# [EXERCISE AIM]
Your reply should be only the number of lines in the records that contain the word "Αγίων".

# [RECORDS SUPPLIED]
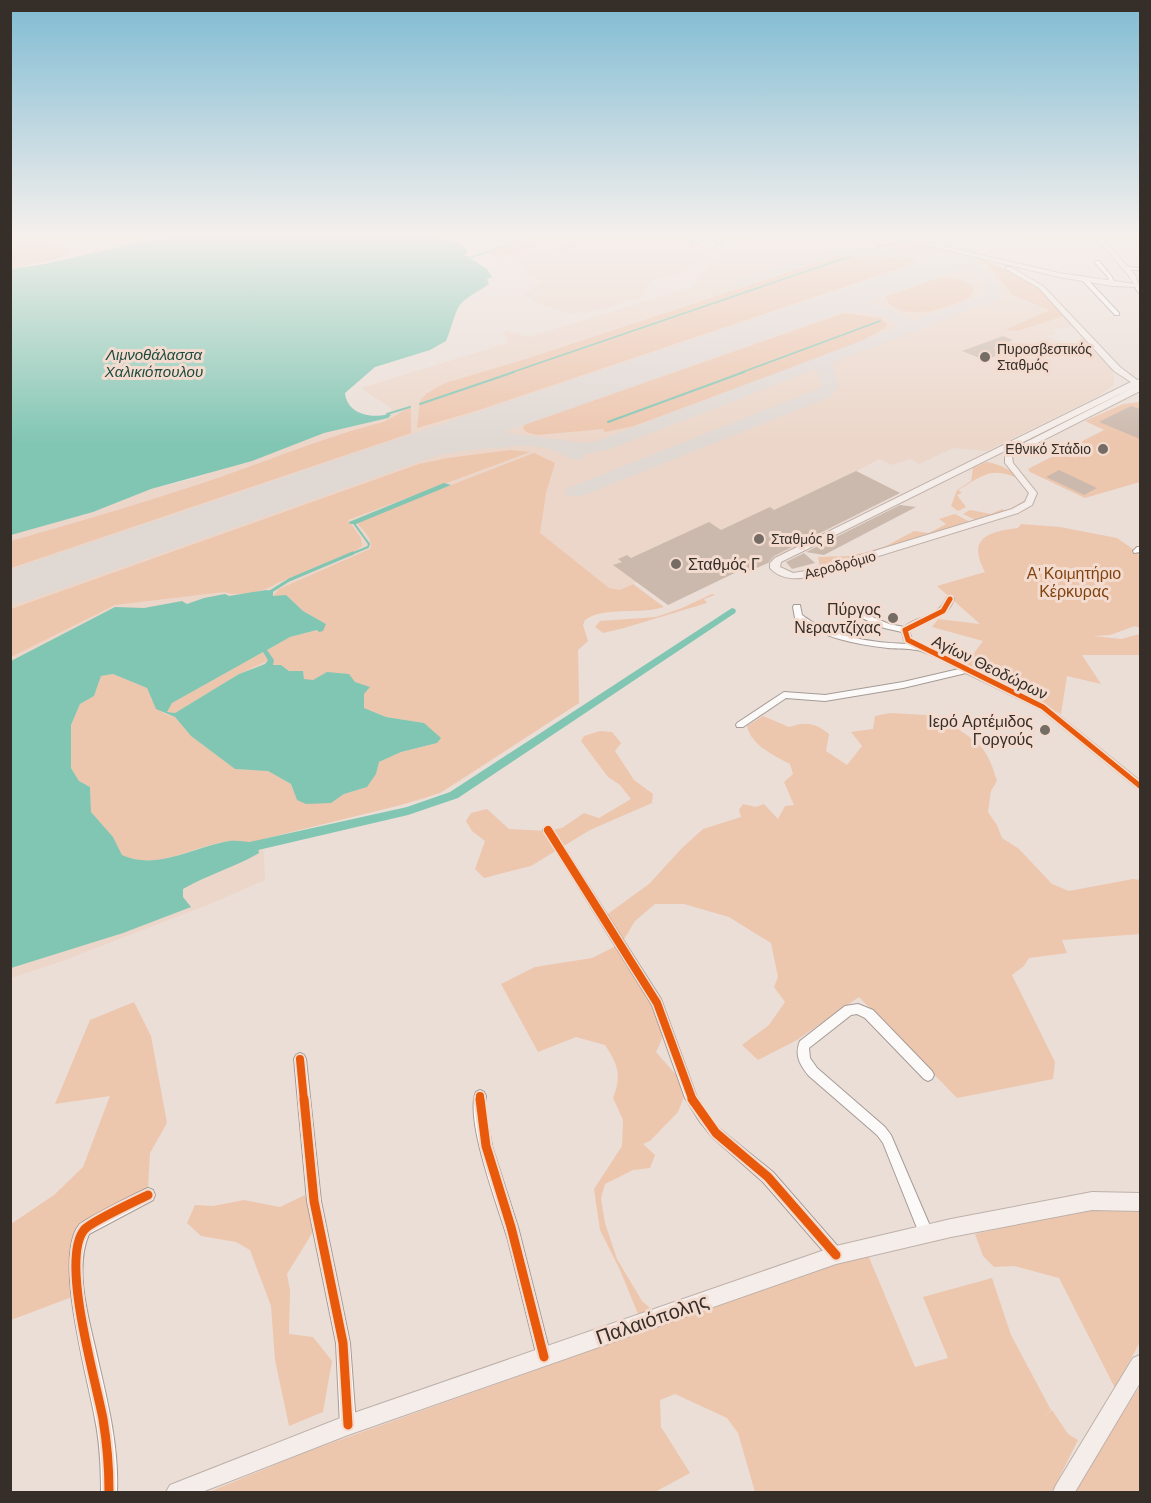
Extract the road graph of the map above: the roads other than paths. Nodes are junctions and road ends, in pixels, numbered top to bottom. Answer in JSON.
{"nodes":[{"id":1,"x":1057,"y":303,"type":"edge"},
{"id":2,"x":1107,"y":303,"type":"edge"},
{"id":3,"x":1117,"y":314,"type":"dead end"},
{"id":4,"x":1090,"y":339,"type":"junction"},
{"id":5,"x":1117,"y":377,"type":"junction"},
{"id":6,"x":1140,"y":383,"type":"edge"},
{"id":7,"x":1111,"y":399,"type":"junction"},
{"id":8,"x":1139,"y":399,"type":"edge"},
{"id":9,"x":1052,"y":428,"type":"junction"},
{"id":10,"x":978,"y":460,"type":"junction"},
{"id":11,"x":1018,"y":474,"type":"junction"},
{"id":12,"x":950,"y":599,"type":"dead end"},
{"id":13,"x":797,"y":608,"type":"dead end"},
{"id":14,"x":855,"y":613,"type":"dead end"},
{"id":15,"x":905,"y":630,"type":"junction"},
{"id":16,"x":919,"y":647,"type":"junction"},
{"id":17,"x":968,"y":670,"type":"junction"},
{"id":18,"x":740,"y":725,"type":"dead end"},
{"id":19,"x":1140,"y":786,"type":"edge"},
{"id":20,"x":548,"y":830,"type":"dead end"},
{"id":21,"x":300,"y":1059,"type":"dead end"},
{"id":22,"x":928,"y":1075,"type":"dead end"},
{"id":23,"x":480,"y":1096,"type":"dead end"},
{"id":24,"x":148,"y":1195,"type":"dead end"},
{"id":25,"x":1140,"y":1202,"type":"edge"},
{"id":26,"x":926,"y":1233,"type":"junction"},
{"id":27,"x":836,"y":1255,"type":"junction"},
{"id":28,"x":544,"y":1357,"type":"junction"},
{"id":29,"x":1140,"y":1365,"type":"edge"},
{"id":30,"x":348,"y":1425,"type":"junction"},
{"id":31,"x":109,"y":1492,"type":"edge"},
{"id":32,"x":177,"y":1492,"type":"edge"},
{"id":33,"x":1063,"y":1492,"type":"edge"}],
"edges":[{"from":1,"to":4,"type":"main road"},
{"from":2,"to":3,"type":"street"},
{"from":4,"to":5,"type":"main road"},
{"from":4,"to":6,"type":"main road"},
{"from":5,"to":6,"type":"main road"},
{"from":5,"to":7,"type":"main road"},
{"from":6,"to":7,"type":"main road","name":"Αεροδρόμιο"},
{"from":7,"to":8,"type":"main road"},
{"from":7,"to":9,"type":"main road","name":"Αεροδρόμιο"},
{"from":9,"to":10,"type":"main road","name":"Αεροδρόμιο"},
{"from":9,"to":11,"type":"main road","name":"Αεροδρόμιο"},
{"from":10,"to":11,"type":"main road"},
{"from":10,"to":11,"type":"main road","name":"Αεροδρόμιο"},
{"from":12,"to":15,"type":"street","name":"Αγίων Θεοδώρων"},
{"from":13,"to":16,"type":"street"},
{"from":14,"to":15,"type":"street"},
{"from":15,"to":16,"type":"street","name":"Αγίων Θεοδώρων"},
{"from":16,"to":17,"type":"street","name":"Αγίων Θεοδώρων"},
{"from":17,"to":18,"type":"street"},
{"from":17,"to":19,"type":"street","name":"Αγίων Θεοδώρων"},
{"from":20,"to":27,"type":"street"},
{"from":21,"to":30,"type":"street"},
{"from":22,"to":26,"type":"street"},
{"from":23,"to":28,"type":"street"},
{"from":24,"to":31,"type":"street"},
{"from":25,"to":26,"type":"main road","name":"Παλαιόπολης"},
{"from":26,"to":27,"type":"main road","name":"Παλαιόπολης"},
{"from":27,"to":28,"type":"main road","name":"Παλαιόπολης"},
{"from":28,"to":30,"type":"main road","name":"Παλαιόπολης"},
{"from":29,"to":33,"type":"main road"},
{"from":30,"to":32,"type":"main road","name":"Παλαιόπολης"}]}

# [SOLUTION FOR THIS TASK]
4